§ **Exercise prompt**
Print the records below exactly, starting at the first line and stopping after the line that contains "thumb tip: (356, 146)". Leave out any pictures.

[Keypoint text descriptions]
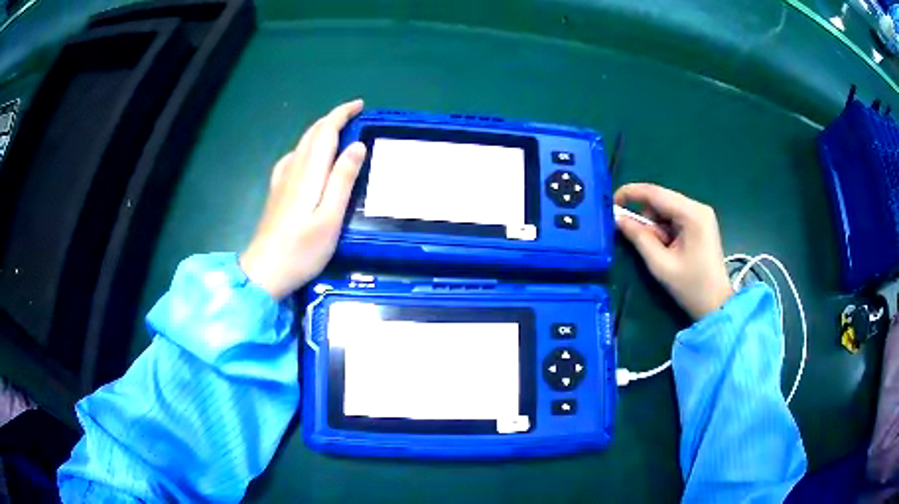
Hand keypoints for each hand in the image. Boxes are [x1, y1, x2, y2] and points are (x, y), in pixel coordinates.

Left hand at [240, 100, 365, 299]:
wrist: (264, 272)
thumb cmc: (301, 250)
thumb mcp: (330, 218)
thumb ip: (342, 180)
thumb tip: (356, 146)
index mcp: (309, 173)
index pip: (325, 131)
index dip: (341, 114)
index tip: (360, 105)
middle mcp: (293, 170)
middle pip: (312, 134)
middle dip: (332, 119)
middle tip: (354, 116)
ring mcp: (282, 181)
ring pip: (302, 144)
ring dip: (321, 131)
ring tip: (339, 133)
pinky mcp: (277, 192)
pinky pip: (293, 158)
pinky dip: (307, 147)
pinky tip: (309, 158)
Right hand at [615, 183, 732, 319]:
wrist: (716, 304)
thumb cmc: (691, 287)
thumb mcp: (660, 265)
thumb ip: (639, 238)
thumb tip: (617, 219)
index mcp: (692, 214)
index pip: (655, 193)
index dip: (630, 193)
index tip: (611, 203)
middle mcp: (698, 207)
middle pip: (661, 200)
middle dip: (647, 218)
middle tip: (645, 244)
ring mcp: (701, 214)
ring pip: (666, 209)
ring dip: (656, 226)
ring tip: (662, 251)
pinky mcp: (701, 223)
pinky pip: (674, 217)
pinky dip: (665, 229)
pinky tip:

§ **Output of the exercise**
Hand keypoints for each hand in the image. Boxes are [x1, y1, x2, y2] and points are (x, y), in pixel coordinates.

Left hand at [240, 100, 365, 299]:
wrist: (264, 272)
thumb cmc: (301, 250)
thumb mcp: (330, 218)
thumb ip: (342, 180)
thumb tip: (356, 146)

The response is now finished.